सोनचिड़िया – Abhishek Chaubey’s Latest is a Punch to the Gut

Sonchiriya

“Beehad mein baaghi hote hain; Daqaet milte hain Parliament mein!”

Lines from Hindi films of recent times are so run-of-the-mill and unremarkable that they seldom stay with you. This one did. Spoken by Irrfan, portraying soldier-athlete-dacoit Paan Singh Tomar in Tigmanshu Dhulia’s 2012 eponymous film, that one line gave a great insight into the minds of the baaghis – they didn’t believe that they were the bad guys.

I recall – vaguely – passing through the ravines which had been home to the dacoits in 2007. That was the first time I heard of Chambal. And of its most-fabled personality – Phoolan Devi. My seven-year-old imaginative version thought what would happen if our trusted Omni were to break down in the middle of the road there, in Chambal. Would daakus appear from the swathes of dry, arid land on either side of the highway? What would they do to us?

Director Abhishek Chaubey has described Sonchiriya – his fourth film – as an action-adventure film about bandits facing an existential crisis. There perhaps hasn’t been as intriguing a one-liner about a Hindi film in a while.
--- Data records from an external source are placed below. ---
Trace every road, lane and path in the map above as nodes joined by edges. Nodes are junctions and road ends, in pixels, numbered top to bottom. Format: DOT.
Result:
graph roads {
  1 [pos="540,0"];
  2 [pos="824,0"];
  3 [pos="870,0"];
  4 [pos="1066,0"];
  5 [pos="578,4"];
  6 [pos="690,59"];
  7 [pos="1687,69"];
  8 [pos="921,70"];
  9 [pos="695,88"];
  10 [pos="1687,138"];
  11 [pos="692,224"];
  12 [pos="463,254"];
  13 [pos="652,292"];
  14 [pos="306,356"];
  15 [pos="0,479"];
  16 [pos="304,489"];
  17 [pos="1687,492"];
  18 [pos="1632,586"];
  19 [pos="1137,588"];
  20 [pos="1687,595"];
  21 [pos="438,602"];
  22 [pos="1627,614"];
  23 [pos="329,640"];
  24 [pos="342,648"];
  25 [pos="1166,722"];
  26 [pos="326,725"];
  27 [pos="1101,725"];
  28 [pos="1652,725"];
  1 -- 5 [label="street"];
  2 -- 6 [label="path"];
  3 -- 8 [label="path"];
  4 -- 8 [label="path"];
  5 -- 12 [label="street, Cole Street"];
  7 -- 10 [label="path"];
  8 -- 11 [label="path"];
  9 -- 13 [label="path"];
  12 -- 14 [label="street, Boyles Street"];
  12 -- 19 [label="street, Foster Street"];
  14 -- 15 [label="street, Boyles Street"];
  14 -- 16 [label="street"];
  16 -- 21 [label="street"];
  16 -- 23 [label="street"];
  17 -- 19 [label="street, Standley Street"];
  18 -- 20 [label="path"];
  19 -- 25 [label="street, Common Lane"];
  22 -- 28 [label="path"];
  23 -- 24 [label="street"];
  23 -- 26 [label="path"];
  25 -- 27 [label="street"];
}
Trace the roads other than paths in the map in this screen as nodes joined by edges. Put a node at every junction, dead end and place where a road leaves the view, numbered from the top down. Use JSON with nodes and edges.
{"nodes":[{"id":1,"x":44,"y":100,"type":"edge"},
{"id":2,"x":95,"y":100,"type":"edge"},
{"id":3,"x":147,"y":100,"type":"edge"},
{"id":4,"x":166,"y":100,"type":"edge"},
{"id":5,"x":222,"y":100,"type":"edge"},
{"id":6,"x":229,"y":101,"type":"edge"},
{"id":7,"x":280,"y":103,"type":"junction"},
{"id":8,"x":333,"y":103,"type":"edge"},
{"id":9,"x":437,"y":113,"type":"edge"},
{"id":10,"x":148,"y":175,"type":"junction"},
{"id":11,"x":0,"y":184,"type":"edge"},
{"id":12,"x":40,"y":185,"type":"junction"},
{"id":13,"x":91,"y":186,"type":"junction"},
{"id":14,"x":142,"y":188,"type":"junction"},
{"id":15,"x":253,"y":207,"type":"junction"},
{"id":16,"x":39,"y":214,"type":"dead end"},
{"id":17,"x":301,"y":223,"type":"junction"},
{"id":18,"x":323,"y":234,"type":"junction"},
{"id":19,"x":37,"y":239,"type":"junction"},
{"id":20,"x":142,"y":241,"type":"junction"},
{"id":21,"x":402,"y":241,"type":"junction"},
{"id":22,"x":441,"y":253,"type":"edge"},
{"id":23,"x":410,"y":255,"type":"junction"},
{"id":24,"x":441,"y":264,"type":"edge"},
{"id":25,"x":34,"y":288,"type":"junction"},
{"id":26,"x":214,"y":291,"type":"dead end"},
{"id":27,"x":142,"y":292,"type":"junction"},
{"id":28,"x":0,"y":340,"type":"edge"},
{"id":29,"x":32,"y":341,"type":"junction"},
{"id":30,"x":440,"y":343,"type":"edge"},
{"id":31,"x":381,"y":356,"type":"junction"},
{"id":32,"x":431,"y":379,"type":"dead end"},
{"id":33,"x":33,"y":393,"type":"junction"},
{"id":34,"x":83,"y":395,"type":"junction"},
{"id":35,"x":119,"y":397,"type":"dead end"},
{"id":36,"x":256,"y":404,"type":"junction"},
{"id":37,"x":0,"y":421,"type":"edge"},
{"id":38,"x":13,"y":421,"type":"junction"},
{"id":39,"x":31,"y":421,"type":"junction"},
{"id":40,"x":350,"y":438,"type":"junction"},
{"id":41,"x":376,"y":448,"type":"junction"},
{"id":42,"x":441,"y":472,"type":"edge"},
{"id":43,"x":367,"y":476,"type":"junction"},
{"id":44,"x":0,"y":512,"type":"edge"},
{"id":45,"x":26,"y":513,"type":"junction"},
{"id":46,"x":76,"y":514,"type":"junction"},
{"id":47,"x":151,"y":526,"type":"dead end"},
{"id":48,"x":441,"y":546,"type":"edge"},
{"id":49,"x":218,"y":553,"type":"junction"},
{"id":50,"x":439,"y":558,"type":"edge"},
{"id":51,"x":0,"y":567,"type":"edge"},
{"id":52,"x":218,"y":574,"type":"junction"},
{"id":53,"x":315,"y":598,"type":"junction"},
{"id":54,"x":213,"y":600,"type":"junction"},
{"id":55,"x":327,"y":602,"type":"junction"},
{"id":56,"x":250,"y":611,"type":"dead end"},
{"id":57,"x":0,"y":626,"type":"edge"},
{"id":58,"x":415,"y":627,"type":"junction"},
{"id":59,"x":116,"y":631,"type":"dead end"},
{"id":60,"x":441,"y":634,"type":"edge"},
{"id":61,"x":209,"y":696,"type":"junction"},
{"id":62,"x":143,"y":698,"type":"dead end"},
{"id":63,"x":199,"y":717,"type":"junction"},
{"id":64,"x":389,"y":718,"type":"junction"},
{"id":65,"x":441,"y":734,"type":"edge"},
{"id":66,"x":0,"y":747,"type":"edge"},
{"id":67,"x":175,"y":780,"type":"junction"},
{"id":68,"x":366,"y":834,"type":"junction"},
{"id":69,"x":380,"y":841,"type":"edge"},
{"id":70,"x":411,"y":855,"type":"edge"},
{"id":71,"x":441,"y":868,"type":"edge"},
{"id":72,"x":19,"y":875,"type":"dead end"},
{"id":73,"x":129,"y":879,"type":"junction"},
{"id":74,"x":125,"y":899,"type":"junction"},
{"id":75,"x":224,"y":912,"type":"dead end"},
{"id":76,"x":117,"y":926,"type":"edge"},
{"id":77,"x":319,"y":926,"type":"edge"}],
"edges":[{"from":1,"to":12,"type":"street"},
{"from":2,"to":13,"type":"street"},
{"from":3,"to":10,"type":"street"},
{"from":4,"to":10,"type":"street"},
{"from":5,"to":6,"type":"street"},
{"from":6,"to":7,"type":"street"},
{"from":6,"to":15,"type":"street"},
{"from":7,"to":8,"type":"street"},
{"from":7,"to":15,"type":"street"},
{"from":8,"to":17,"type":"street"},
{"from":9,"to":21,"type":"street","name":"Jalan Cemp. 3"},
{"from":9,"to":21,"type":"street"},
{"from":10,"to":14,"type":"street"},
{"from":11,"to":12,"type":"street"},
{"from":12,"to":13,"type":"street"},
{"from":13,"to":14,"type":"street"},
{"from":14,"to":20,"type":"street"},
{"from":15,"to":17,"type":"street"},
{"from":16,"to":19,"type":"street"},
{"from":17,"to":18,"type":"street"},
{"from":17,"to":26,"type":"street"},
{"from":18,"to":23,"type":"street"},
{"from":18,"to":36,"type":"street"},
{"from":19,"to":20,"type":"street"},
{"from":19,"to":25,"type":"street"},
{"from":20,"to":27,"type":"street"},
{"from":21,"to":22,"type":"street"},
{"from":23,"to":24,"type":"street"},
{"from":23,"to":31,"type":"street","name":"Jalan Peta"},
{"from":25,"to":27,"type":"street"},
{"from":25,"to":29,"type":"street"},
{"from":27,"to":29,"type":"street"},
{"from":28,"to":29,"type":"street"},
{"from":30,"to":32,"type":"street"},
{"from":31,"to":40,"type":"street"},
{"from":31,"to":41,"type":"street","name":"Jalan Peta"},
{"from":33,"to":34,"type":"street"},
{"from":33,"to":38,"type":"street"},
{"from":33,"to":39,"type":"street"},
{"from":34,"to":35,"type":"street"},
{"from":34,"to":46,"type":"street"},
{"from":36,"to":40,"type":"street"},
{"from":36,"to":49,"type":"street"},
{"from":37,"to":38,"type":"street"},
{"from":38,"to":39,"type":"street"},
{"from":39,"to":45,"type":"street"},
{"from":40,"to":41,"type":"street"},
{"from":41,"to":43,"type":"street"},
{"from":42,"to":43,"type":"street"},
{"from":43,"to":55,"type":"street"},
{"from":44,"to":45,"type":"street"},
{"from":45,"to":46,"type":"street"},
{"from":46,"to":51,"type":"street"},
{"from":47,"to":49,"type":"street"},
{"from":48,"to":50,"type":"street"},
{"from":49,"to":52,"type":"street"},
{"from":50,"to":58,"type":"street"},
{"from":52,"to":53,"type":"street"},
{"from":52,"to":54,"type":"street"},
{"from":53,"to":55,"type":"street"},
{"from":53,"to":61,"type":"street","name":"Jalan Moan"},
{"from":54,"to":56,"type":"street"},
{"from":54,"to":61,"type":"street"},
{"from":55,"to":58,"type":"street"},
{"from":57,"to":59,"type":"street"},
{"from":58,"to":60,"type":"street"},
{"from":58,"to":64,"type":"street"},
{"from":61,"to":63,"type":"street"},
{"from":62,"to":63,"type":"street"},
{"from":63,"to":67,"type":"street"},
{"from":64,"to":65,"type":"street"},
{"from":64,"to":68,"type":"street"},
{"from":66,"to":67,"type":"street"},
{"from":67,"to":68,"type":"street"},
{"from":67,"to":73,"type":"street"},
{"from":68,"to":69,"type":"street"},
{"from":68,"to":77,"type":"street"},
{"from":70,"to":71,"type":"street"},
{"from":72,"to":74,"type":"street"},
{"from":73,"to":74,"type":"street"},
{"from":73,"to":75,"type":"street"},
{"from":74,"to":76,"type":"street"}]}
Chaubey’s work as a filmmaker is out there for everyone to see – he co-wrote Omkara and Kaminey with mentor Vishal Bhardwaj (whose third outing as a composer for Chaubey this film is), directed the Ishqiya films, delivered a powerful experience with the drug drama Udta Punjab, and produced what is, in my not-so-humble opinion, one of the finest films of 2017 – A Death in the Gunj.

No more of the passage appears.